ASSIGNMENT
Lines from the line with "middle dip: (383, 380)" to the line with "pinky mcp: (1346, 1420)" in the entries below, and only those, must be output exactly, with both ends included.

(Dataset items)
= = =
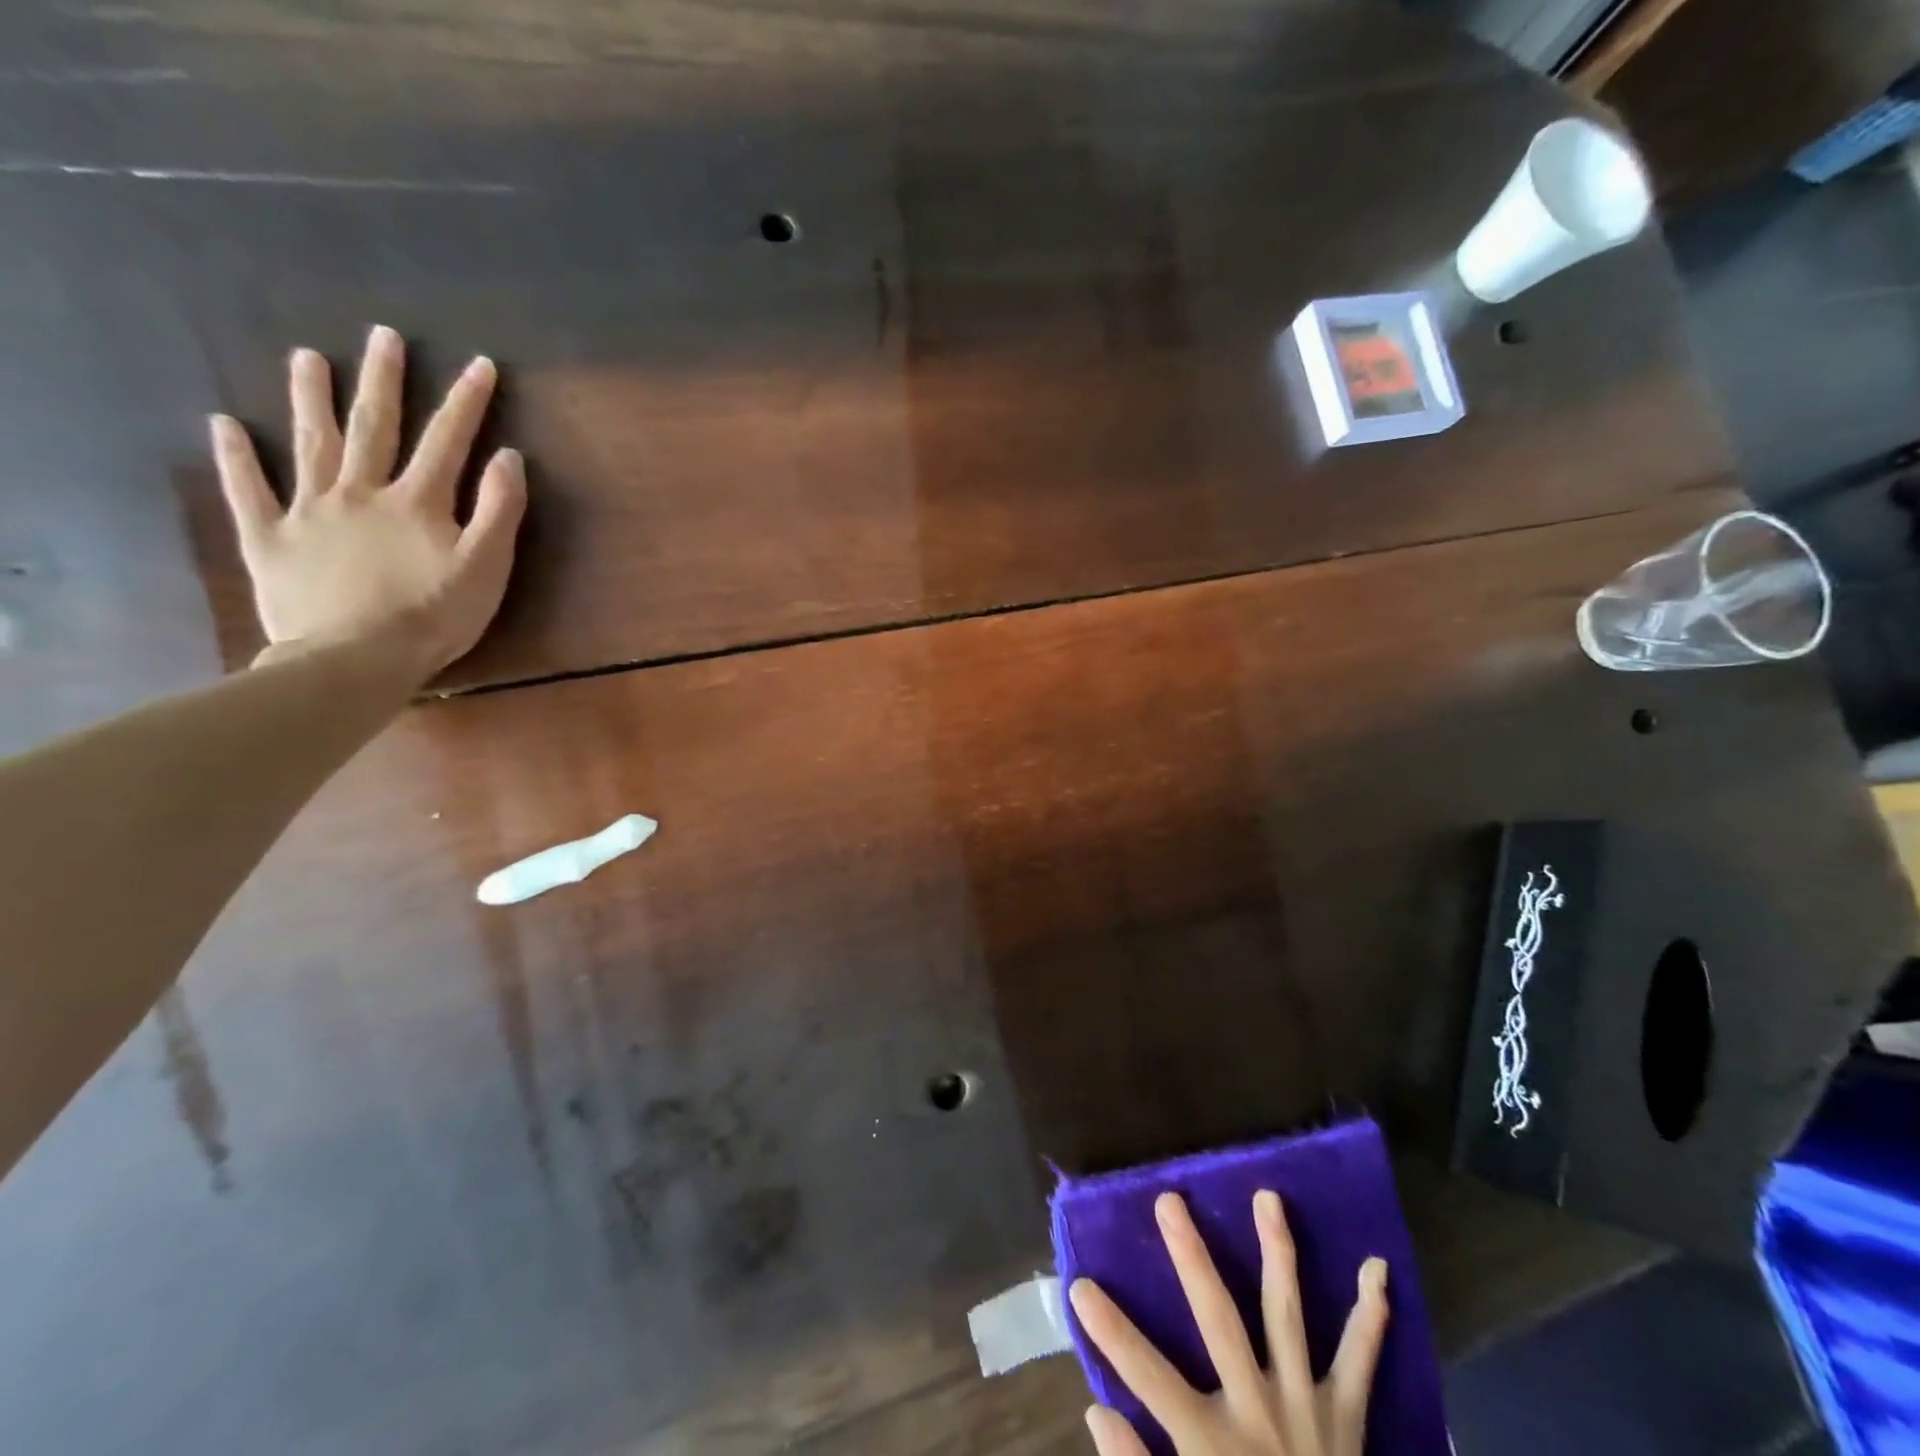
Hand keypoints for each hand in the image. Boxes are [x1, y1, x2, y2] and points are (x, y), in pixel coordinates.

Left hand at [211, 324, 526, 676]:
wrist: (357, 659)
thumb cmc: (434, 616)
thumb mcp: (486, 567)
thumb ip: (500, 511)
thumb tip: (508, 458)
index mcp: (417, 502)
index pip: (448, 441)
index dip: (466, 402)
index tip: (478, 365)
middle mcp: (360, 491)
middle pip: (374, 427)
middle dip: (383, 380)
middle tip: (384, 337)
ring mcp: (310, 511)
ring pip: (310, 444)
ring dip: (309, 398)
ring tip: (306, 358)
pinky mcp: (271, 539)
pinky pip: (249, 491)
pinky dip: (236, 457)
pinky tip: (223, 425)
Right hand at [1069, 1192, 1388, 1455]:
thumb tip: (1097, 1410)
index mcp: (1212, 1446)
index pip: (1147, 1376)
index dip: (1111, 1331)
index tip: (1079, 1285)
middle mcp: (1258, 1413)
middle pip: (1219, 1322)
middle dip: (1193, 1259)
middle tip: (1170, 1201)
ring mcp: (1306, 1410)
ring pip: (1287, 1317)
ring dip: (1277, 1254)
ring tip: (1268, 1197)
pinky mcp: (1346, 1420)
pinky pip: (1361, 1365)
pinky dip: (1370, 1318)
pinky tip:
= = =
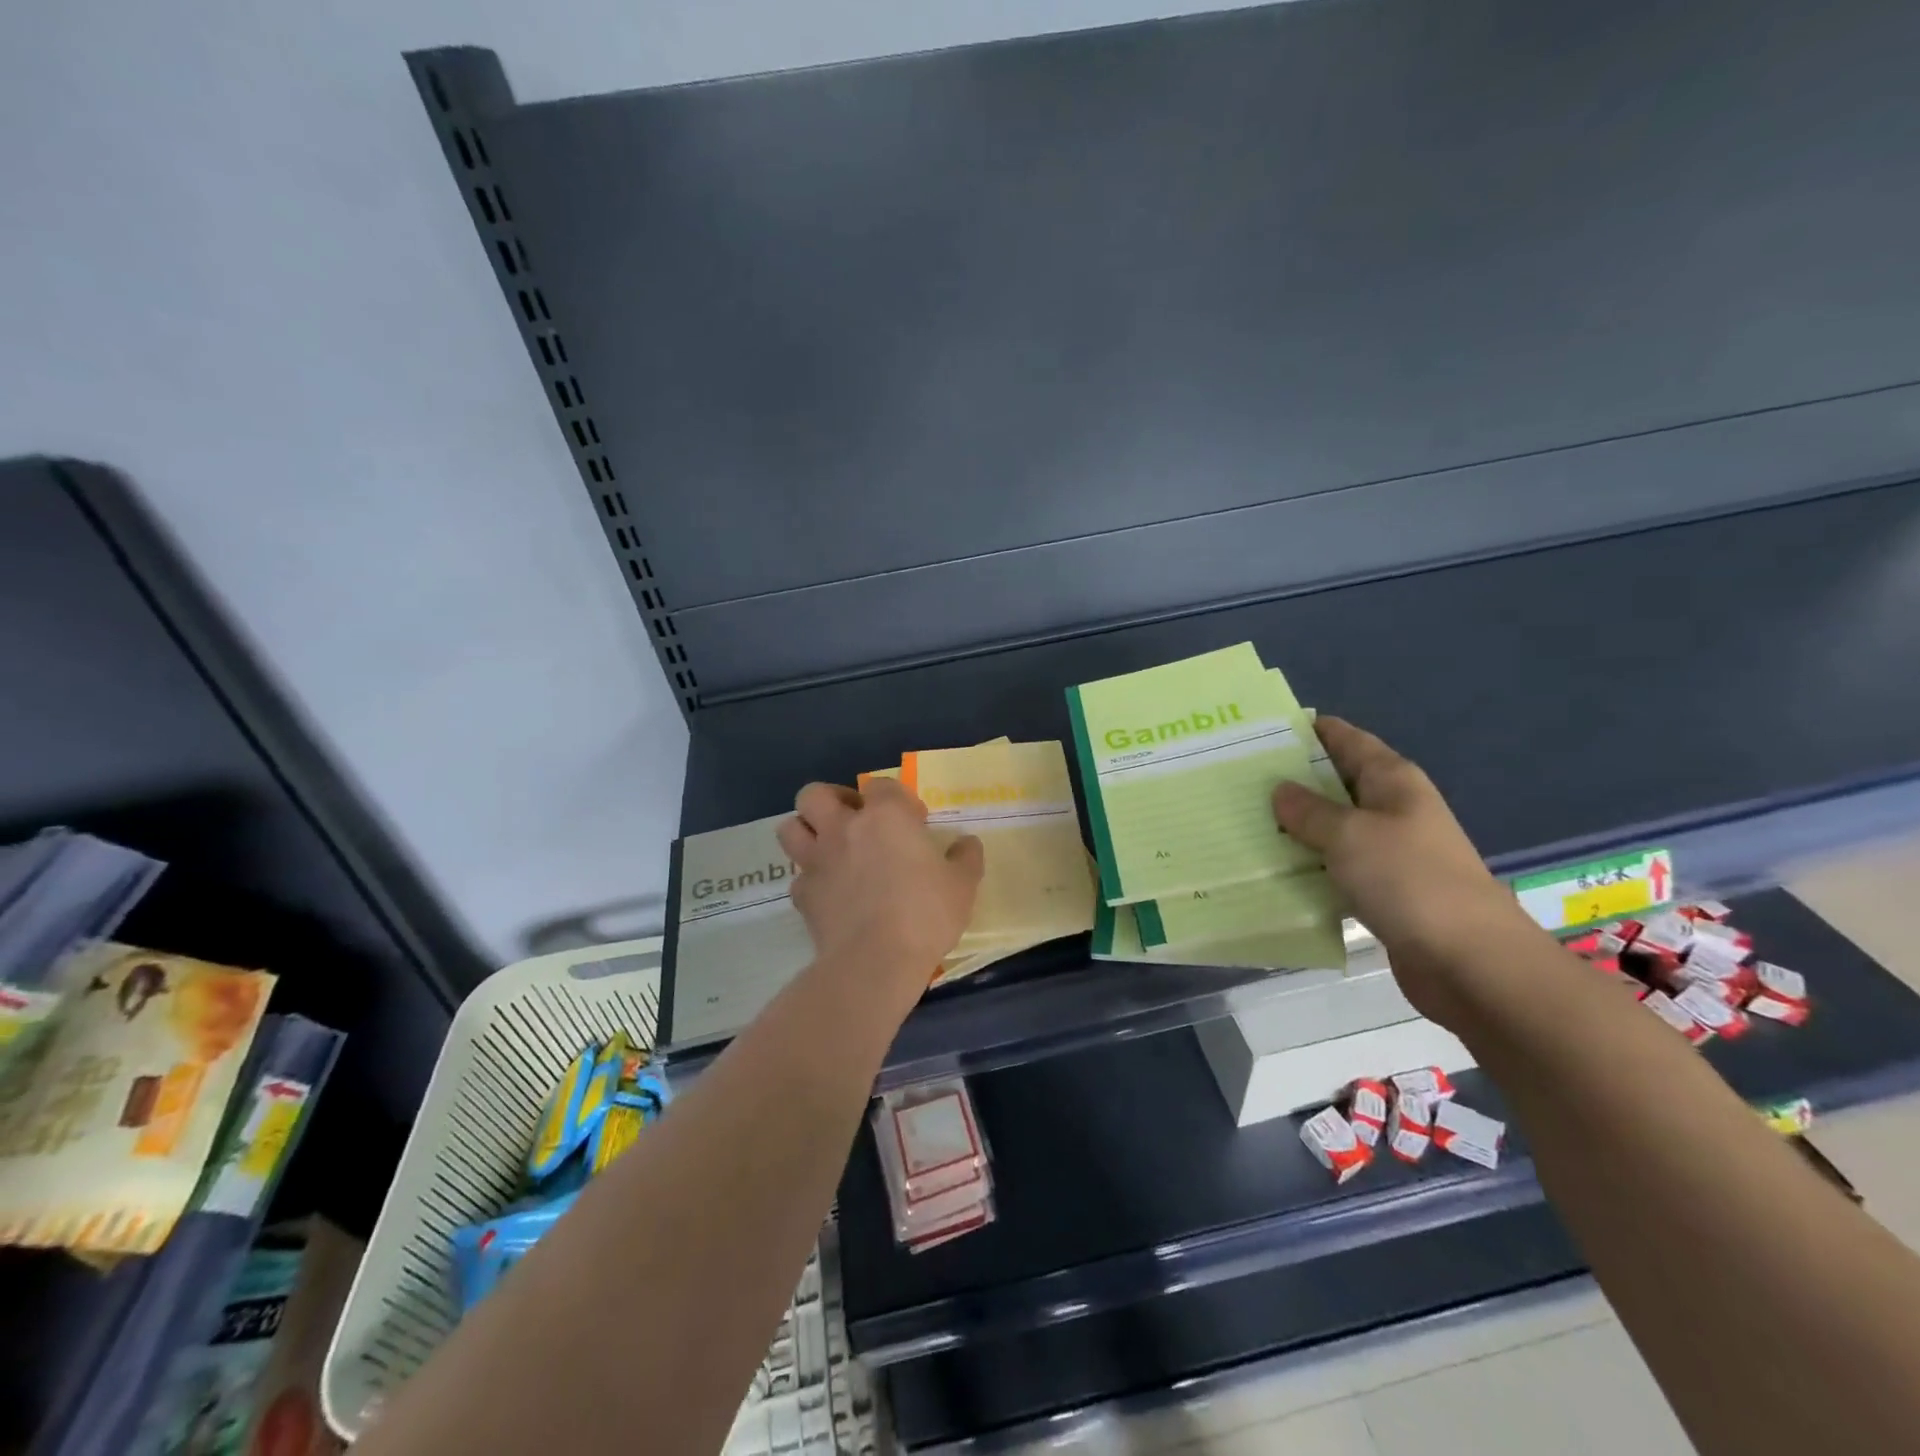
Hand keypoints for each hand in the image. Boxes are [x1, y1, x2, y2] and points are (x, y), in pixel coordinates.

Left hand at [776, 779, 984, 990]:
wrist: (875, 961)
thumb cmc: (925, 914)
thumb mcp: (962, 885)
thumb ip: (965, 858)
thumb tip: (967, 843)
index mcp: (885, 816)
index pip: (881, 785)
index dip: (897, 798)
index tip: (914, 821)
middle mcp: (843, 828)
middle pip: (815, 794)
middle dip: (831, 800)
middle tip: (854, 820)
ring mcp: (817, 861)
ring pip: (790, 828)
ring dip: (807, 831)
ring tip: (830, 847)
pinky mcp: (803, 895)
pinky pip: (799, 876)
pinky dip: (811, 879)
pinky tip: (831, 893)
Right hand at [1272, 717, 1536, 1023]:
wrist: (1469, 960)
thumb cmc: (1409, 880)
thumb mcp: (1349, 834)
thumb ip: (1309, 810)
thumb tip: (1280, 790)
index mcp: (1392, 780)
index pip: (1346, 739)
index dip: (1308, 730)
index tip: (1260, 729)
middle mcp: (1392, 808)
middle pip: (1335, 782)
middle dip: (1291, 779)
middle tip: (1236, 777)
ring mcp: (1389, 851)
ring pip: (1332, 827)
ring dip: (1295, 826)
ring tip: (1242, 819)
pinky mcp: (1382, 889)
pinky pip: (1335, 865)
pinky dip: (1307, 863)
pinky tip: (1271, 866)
= = =
EXERCISE SOLUTION
middle dip: (383, 380)
middle tip: (384, 337)
ring mcp: (310, 511)
ring pip: (310, 444)
ring dip: (309, 398)
ring tip: (306, 358)
pinky mcp: (271, 539)
pinky pip: (249, 491)
pinky dip: (236, 457)
pinky tip: (223, 425)
Right hand at [1069, 1192, 1388, 1455]:
thumb tip: (1097, 1410)
index mcp: (1212, 1446)
index pip: (1147, 1376)
index dip: (1111, 1331)
index tip: (1079, 1285)
middle mcp: (1258, 1413)
middle pip: (1219, 1322)
middle dip: (1193, 1259)
middle tip: (1170, 1201)
ring mcp: (1306, 1410)
ring pip: (1287, 1317)
ring dip: (1277, 1254)
ring tip: (1268, 1197)
pinky mcp: (1346, 1420)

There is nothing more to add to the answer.